**The problem**:
Only the pictures stay out; every record is to be quoted exactly.

Provided information START

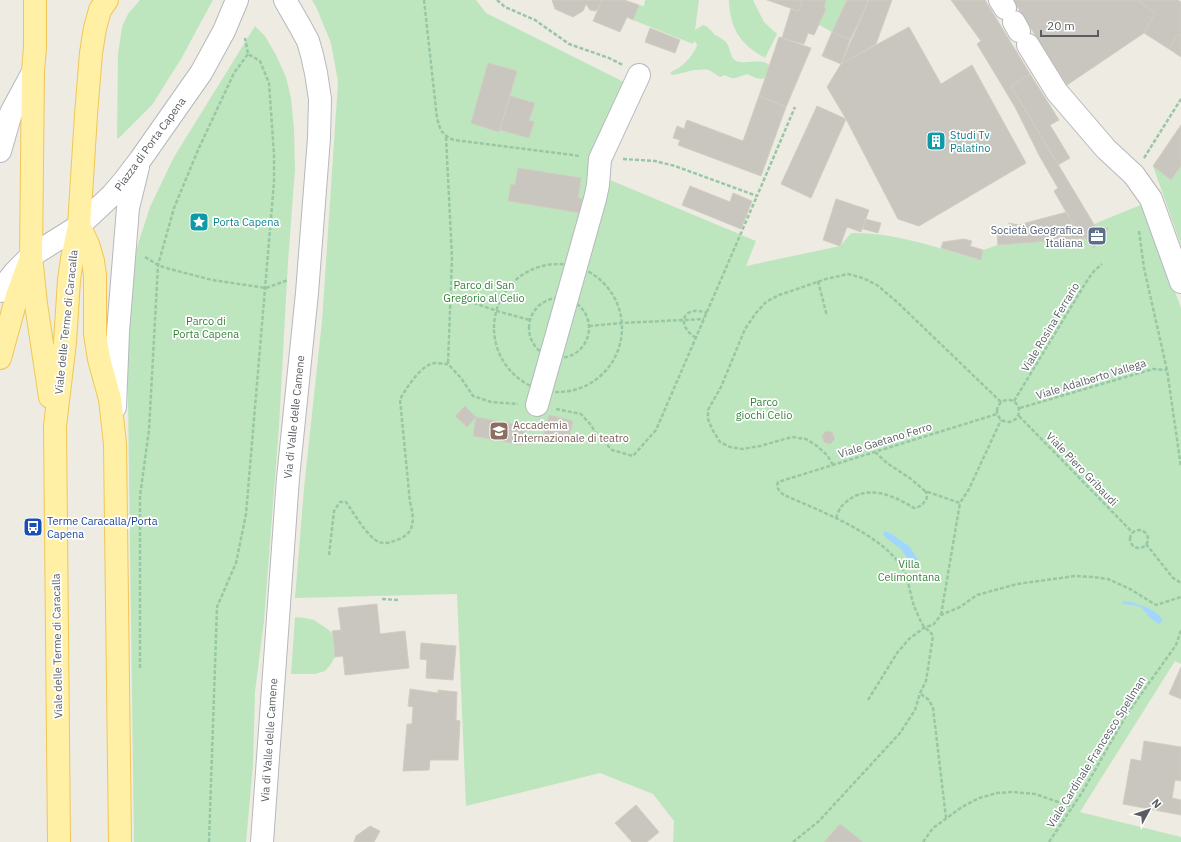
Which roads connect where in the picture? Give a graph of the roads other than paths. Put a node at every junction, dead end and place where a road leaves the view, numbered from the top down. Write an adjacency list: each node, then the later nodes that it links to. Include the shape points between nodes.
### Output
1 (35, 0): 6 (main road)
2 (107, 0): 10 (main road, via 97,18 92,41)
3 (237, 0): 9 (street, Piazza di Porta Capena, via 224,31 201,73)
4 (285, 0): 20 (street, Via di Valle delle Camene, via 312,55 320,99 319,138 307,293 288,478)
5 (1015, 24): 12 (street, via 1057,92 1106,149 1134,175 1151,200)
6 (33, 72): 8 (street, via 11,113); 11 (main road)
7 (639, 75): 15 (street, via 600,159 595,199)
8 (0, 151)
9 (140, 160): 10 (street, Piazza di Porta Capena, via 112,195); 17 (street, Viale delle Terme di Caracalla, via 128,208 116,358)
10 (80, 226): 11 (street, Piazza di Porta Capena); 16 (main road, Viale delle Terme di Caracalla, via 69,280); 17 (main road, Viale delle Terme di Caracalla, via 93,261 95,334 110,398)
11 (31, 256): 13 (street, Piazza di Porta Capena); 14 (main road); 16 (main road, Viale delle Terme di Caracalla)
12 (1181, 282)
13 (0, 292)
14 (0, 358)
15 (537, 405)
16 (55, 426): 18 (main road, Viale delle Terme di Caracalla)
17 (115, 444): 19 (main road, Viale delle Terme di Caracalla)
18 (59, 842)
19 (120, 842)
20 (262, 842)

Provided information END

**Result of the exercise**:
Which roads connect where in the picture? Give a graph of the roads other than paths. Put a node at every junction, dead end and place where a road leaves the view, numbered from the top down. Write an adjacency list: each node, then the later nodes that it links to. Include the shape points between nodes.
### Output
1 (35, 0): 6 (main road)
2 (107, 0): 10 (main road, via 97,18 92,41)
3 (237, 0): 9 (street, Piazza di Porta Capena, via 224,31 201,73)
4 (285, 0): 20 (street, Via di Valle delle Camene, via 312,55 320,99 319,138 307,293 288,478)
5 (1015, 24): 12 (street, via 1057,92 1106,149 1134,175 1151,200)
6 (33, 72): 8 (street, via 11,113); 11 (main road)
7 (639, 75): 15 (street, via 600,159 595,199)
8 (0, 151)
9 (140, 160): 10 (street, Piazza di Porta Capena, via 112,195); 17 (street, Viale delle Terme di Caracalla, via 128,208 116,358)
10 (80, 226): 11 (street, Piazza di Porta Capena); 16 (main road, Viale delle Terme di Caracalla, via 69,280); 17 (main road, Viale delle Terme di Caracalla, via 93,261 95,334 110,398)
11 (31, 256): 13 (street, Piazza di Porta Capena); 14 (main road); 16 (main road, Viale delle Terme di Caracalla)
12 (1181, 282)
13 (0, 292)
14 (0, 358)
15 (537, 405)
16 (55, 426): 18 (main road, Viale delle Terme di Caracalla)
17 (115, 444): 19 (main road, Viale delle Terme di Caracalla)
18 (59, 842)
19 (120, 842)
20 (262, 842)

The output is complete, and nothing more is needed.